### DATASET EXTRACT:

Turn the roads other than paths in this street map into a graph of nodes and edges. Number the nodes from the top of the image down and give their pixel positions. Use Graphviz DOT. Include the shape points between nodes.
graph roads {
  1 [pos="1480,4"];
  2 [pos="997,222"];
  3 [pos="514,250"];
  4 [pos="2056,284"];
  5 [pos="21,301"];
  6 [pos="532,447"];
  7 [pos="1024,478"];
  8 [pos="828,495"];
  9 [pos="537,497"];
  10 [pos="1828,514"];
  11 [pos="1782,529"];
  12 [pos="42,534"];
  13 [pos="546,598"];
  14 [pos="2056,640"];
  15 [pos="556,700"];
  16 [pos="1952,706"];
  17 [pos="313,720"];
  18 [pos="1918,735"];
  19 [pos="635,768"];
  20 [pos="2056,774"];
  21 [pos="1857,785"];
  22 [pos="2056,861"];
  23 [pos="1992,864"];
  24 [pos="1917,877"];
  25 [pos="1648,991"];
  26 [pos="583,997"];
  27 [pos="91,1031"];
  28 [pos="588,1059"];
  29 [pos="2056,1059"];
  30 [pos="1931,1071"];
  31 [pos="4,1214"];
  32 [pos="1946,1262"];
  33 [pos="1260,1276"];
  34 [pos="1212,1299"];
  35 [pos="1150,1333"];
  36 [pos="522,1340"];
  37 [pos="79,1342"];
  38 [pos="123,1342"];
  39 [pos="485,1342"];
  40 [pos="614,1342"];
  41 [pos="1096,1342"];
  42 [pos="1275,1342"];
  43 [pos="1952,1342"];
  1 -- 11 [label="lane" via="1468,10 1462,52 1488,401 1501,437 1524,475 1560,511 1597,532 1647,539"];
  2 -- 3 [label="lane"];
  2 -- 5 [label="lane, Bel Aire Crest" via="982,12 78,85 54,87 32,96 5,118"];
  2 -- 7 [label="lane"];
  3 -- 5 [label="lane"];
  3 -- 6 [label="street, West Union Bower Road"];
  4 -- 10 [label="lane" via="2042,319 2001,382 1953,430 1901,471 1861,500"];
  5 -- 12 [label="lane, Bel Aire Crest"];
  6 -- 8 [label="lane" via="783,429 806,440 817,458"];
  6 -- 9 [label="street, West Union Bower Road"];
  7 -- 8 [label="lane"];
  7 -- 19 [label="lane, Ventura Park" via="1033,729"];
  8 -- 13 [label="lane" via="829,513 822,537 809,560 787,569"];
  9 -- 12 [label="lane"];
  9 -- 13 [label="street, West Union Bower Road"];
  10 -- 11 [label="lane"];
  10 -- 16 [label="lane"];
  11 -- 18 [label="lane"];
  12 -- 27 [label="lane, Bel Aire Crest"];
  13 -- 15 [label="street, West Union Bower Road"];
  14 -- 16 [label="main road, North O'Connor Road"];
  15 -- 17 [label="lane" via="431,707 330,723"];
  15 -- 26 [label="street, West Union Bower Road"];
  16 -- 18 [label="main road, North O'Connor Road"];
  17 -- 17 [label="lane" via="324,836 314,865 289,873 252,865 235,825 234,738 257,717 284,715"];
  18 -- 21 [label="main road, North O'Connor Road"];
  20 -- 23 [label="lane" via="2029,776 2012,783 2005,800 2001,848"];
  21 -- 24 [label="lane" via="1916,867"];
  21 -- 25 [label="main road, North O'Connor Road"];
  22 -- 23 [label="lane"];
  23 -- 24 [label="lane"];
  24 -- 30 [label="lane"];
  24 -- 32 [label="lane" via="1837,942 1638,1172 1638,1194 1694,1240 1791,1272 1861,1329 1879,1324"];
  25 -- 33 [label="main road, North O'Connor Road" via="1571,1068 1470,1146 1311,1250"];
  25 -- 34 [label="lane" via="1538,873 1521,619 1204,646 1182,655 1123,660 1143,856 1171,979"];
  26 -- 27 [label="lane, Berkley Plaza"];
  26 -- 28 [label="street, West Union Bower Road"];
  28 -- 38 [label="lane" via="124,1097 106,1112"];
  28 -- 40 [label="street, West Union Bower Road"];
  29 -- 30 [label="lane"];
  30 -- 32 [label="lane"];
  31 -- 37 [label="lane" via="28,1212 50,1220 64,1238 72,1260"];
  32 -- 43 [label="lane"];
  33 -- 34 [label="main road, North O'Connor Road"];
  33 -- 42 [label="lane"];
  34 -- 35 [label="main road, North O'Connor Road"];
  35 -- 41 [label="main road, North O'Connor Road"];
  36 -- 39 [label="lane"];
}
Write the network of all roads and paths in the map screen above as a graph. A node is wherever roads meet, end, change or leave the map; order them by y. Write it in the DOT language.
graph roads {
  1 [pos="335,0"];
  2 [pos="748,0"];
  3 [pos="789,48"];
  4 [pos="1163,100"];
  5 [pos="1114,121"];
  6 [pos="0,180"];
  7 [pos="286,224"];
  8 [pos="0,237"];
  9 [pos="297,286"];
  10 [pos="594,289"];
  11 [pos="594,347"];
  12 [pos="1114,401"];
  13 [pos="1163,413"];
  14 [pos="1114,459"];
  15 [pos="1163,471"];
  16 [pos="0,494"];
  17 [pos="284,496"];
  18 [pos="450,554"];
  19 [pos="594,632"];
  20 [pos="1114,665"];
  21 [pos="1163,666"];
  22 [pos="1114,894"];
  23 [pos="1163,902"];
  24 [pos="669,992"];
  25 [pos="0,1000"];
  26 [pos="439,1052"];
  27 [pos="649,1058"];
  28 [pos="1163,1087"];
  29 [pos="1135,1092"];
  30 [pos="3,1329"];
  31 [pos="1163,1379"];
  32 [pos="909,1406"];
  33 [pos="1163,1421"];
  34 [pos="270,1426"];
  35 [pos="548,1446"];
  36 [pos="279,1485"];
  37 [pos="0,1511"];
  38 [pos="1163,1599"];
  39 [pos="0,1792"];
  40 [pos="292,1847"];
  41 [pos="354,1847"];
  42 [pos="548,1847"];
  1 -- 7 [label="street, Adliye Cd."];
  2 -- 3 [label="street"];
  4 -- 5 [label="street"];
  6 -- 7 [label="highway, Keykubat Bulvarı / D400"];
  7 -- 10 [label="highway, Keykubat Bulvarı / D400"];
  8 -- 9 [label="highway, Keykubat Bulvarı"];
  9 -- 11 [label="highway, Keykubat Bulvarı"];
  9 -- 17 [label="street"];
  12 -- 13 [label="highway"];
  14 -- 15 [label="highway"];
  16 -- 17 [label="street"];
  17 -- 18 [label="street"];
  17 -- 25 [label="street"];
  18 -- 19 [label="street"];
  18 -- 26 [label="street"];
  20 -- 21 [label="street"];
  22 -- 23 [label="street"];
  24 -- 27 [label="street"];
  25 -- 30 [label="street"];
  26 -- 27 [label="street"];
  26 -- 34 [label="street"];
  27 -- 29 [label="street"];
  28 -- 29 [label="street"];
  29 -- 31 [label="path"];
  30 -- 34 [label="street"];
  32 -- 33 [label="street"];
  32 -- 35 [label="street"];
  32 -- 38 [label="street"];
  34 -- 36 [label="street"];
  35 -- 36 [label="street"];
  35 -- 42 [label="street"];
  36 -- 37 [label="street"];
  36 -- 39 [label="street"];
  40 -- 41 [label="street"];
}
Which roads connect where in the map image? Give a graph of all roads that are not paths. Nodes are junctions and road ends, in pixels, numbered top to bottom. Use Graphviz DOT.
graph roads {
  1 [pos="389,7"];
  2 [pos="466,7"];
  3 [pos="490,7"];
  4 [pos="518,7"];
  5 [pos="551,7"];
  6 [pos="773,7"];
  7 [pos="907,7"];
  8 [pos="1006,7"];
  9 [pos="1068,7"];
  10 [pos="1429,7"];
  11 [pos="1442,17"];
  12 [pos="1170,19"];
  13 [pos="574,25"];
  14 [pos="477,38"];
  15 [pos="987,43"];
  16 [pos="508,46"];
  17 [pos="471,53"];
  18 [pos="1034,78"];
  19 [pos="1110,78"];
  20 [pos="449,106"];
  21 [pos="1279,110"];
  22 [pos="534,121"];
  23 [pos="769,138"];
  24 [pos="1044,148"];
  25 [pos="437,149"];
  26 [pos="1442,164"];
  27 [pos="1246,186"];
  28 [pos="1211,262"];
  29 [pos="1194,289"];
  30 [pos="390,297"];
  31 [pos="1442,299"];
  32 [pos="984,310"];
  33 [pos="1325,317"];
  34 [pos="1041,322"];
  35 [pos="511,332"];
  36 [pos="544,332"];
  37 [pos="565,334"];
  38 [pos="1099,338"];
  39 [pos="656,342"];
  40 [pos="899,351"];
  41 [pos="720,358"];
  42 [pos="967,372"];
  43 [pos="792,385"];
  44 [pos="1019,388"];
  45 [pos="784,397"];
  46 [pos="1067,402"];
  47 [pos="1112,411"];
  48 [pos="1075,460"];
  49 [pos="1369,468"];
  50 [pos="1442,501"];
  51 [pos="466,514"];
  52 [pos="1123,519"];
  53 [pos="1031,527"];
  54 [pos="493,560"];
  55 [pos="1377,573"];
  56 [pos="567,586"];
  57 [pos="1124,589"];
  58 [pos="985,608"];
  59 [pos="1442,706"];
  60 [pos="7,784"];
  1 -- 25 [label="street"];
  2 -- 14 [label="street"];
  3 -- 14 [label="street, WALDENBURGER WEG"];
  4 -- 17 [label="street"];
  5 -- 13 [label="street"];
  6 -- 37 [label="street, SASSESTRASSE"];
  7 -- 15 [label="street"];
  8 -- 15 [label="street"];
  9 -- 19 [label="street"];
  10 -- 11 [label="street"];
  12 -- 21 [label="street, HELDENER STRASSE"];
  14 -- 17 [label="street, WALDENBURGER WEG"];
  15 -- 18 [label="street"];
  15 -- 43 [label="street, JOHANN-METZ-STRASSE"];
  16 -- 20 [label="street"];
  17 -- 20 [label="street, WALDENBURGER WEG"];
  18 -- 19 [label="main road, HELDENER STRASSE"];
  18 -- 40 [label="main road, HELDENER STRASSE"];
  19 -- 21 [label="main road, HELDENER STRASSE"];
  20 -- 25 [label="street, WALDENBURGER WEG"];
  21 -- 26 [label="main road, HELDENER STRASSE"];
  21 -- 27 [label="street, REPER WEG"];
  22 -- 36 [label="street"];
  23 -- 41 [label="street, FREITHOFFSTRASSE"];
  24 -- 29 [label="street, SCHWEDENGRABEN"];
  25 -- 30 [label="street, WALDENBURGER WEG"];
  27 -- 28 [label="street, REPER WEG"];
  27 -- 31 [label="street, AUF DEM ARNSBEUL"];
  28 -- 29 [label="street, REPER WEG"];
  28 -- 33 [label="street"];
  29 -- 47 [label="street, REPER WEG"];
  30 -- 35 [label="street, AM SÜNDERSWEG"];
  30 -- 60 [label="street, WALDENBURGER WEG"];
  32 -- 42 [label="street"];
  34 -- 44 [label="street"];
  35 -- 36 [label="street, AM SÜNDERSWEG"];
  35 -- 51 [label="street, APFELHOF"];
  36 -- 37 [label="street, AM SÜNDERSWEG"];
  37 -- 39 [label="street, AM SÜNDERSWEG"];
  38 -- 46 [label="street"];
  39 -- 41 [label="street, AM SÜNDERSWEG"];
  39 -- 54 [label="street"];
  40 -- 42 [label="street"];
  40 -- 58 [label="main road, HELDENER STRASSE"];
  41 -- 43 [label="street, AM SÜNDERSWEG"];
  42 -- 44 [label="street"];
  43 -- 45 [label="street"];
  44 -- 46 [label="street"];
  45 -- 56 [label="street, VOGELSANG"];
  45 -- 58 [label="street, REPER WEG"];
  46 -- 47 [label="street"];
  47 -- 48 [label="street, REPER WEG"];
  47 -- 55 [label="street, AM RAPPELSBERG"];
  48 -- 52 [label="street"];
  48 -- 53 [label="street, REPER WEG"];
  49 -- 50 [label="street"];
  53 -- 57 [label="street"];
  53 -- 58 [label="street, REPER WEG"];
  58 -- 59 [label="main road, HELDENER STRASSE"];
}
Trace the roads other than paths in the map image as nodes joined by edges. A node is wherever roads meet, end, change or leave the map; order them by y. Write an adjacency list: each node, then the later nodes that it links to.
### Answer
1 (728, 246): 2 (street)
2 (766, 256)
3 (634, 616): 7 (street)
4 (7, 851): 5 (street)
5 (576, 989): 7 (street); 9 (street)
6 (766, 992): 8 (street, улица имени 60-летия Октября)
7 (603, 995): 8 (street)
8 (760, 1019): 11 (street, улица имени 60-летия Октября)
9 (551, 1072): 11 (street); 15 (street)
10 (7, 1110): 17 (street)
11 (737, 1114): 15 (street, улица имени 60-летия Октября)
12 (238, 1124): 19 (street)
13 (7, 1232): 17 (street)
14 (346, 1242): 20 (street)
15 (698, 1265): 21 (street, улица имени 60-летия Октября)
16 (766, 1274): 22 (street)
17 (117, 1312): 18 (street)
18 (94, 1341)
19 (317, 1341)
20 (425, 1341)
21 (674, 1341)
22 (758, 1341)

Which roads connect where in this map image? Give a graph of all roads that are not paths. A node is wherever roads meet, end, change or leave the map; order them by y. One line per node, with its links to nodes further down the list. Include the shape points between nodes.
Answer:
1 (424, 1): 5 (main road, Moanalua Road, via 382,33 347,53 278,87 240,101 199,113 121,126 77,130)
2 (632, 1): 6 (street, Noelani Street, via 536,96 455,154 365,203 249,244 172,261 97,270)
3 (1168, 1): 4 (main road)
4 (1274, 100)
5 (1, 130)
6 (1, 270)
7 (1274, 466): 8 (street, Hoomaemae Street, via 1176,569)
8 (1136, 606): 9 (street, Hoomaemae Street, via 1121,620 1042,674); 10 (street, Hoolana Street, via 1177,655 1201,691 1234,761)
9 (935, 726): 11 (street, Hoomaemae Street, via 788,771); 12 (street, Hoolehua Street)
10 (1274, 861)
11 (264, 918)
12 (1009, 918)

### WORK TASK:
When a line of the records includes "Crest", that line belongs in the answer.

### SOLUTION FOR THIS EXERCISE:
  2 -- 5 [label="lane, Bel Aire Crest" via="982,12 78,85 54,87 32,96 5,118"];
  5 -- 12 [label="lane, Bel Aire Crest"];
  12 -- 27 [label="lane, Bel Aire Crest"];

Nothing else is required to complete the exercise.